>>
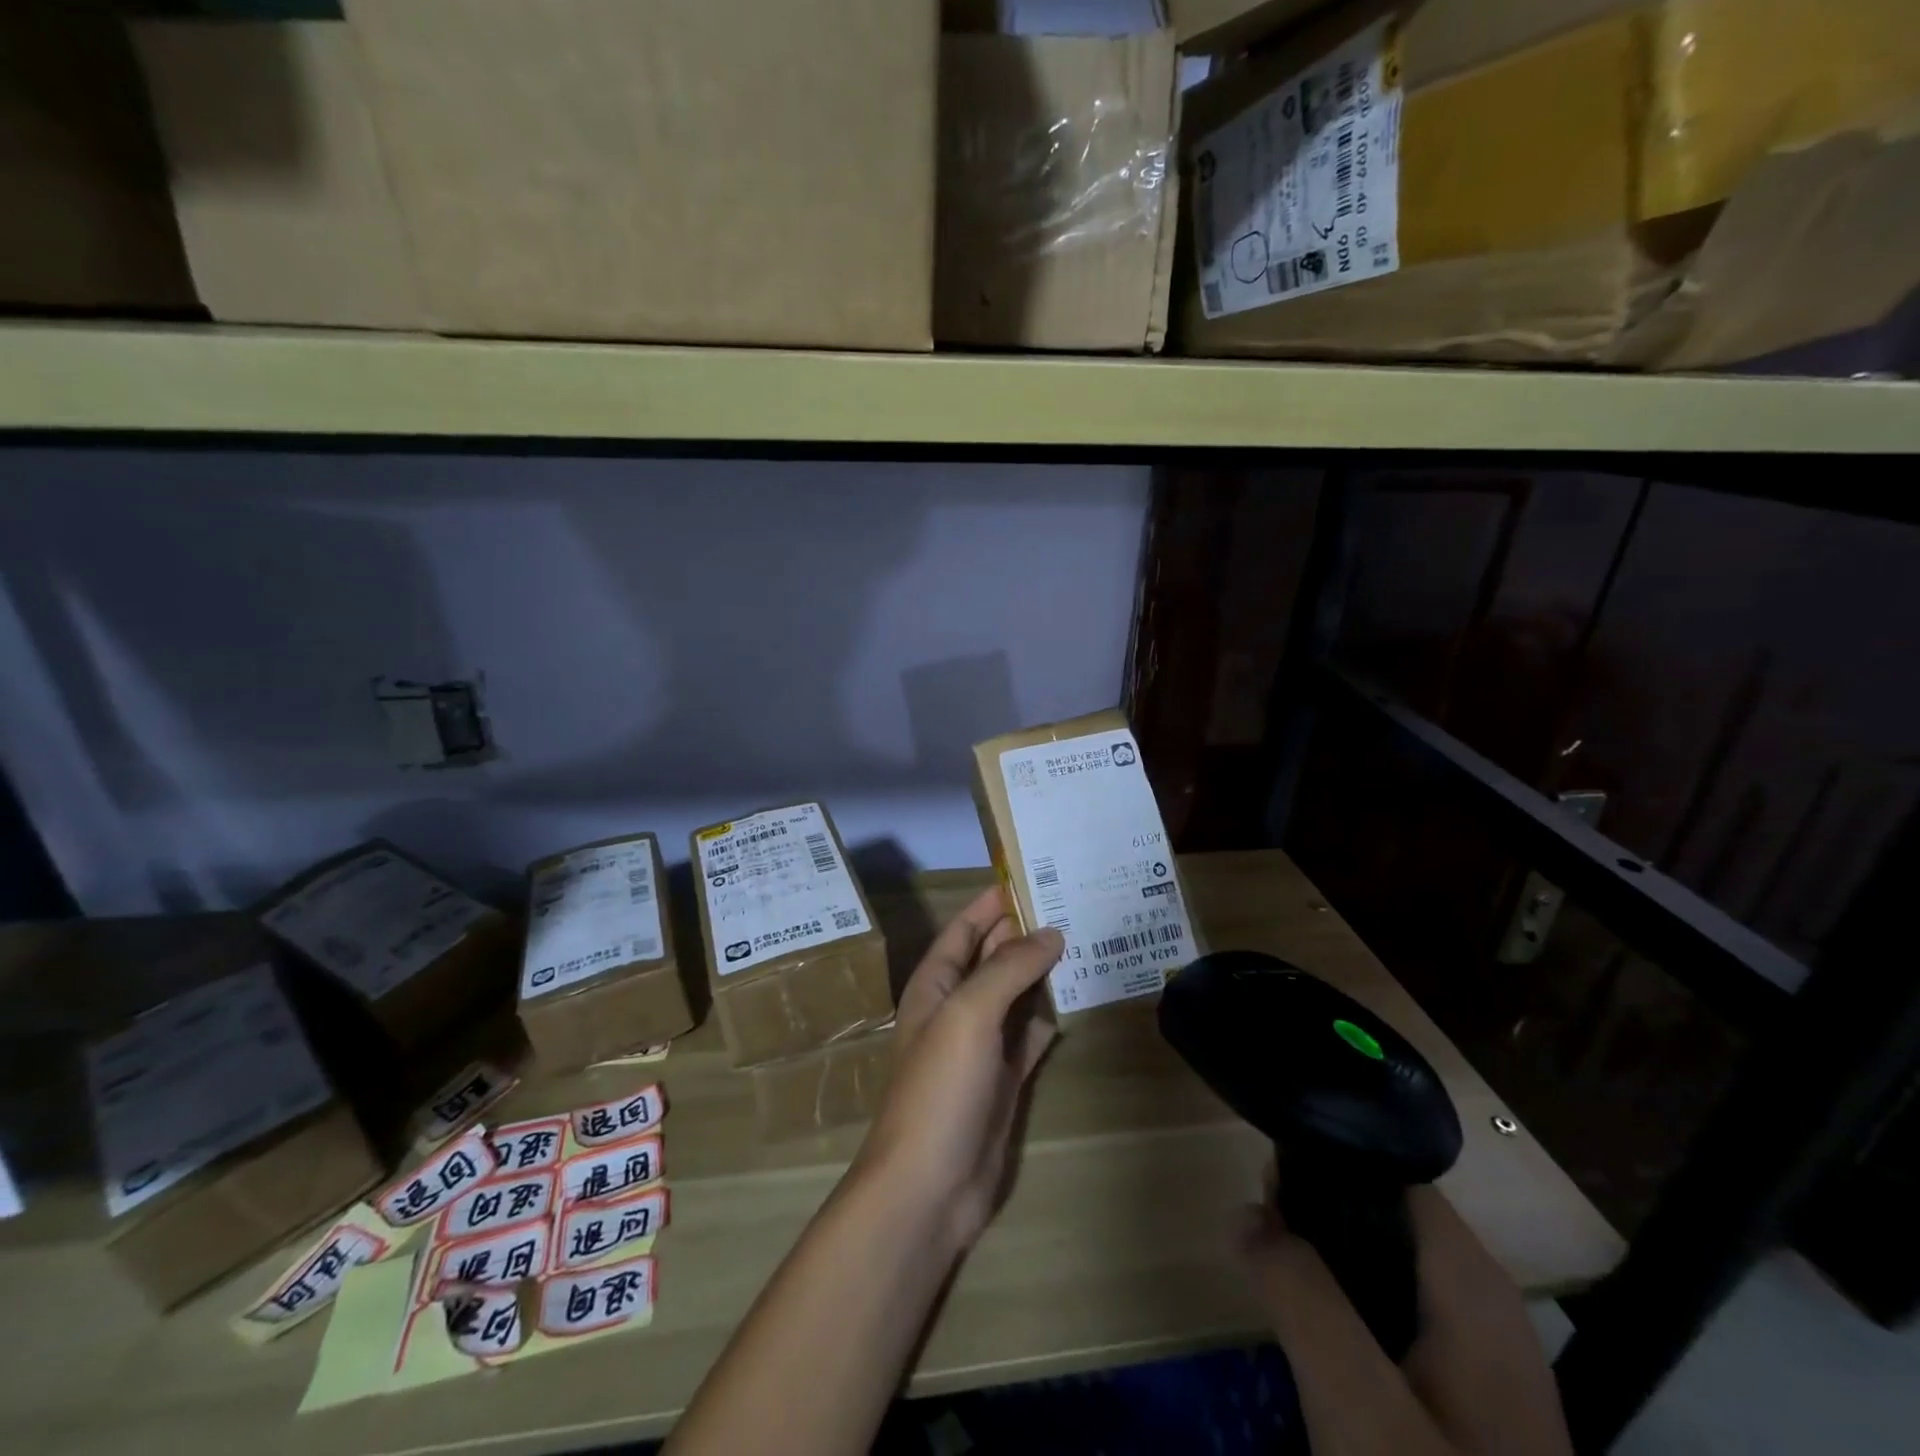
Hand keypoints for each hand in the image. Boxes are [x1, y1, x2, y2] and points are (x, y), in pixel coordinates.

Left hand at [852, 887, 1062, 1252]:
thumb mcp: (969, 1013)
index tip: (1032, 873)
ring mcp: (981, 1045)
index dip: (993, 901)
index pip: (965, 928)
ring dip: (1042, 972)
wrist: (929, 1186)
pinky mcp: (1004, 1079)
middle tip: (1072, 902)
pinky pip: (1030, 1035)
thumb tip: (1050, 932)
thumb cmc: (940, 1087)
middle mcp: (956, 1007)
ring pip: (1015, 994)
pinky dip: (1049, 1016)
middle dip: (1025, 931)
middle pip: (993, 957)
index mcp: (935, 984)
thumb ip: (1008, 968)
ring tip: (1085, 941)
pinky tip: (1076, 999)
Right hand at [1241, 1185, 1573, 1455]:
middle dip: (1312, 1217)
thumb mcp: (1359, 1406)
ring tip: (1270, 1280)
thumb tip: (1242, 1212)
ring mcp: (1474, 1354)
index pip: (1389, 1172)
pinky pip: (1387, 1317)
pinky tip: (1314, 1342)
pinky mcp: (1460, 1398)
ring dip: (1321, 1266)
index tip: (1262, 1182)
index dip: (1322, 1163)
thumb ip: (1299, 1295)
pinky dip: (1343, 1311)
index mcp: (1471, 1282)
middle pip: (1380, 1215)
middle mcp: (1479, 1301)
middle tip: (1257, 1239)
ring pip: (1379, 1267)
<<
* **Exercise**
Which lines of the listing contain the string "index"? Copy every one of them.

* **Your response**
index tip: (1032, 873)
index dip: (993, 901)
index pip: (965, 928)
index mcp: (935, 984)
index pip: (1389, 1172)
index tip: (1262, 1182)
index dip: (1322, 1163)
index mcp: (1471, 1282)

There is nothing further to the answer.